Yu Guowei pourrait être un travailleur ordinaire perdu dans la masse des milliers d’ouvriers répartis sur les trois usines de sa ville du sud de la Chine. Mais il se distingue par son don d’observation hors du commun qui lui vaut le prestigieux surnom de « détective Yu ». Quand il apprend qu’un tueur en série sévit dans sa ville, il décide de prendre les choses en main en menant sa propre enquête en marge de celle du commandant qu’il admire.

Notre partenaire cinéma, Chacun Cherche Son Film, nous propose une interview de Dong Yue, réalisateur du film « Une pluie sans fin ». Il nous explique son parcours et son choix de situé son film en 1997, année de la rétrocession de Hong-Kong à la Chine et du début de la dénationalisation des entreprises publiques chinoises, source d’un important chômage pour des millions de travailleurs.

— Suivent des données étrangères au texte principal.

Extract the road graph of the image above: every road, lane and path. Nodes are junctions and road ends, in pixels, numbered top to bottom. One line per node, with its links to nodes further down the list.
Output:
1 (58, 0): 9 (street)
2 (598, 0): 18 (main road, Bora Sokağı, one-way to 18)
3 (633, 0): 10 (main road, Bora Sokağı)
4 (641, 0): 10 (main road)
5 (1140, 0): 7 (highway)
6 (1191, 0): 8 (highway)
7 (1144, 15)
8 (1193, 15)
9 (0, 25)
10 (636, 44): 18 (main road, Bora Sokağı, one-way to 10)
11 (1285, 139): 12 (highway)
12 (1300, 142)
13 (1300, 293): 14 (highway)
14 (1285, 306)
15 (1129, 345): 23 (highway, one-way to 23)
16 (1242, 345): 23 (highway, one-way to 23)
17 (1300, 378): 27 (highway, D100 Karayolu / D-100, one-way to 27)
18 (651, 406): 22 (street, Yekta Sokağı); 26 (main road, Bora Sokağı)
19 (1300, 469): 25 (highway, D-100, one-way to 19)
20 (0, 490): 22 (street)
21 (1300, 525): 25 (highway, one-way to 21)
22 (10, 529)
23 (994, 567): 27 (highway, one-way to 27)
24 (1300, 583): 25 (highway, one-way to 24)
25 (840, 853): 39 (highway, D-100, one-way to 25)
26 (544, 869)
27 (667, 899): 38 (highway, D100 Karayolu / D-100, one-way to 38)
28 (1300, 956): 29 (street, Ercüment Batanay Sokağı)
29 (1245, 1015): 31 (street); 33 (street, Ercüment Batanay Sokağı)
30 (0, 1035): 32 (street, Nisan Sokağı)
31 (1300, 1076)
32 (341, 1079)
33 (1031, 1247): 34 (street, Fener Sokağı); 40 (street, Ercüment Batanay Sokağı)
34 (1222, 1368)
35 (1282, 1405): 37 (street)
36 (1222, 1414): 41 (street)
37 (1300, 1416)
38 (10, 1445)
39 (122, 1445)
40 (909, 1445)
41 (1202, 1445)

A travers son protagoniste monomaniaque, sorte de Candide au pays du communisme, le cinéaste chinois Dong Yue interroge notre capacité à avoir la vision sélective, à nous obséder à faire exister dans le réel quelque chose qui n’existe (plus) que dans notre imagination et à l’inverse à rester aveugle à ce qui pourtant nous pend au nez.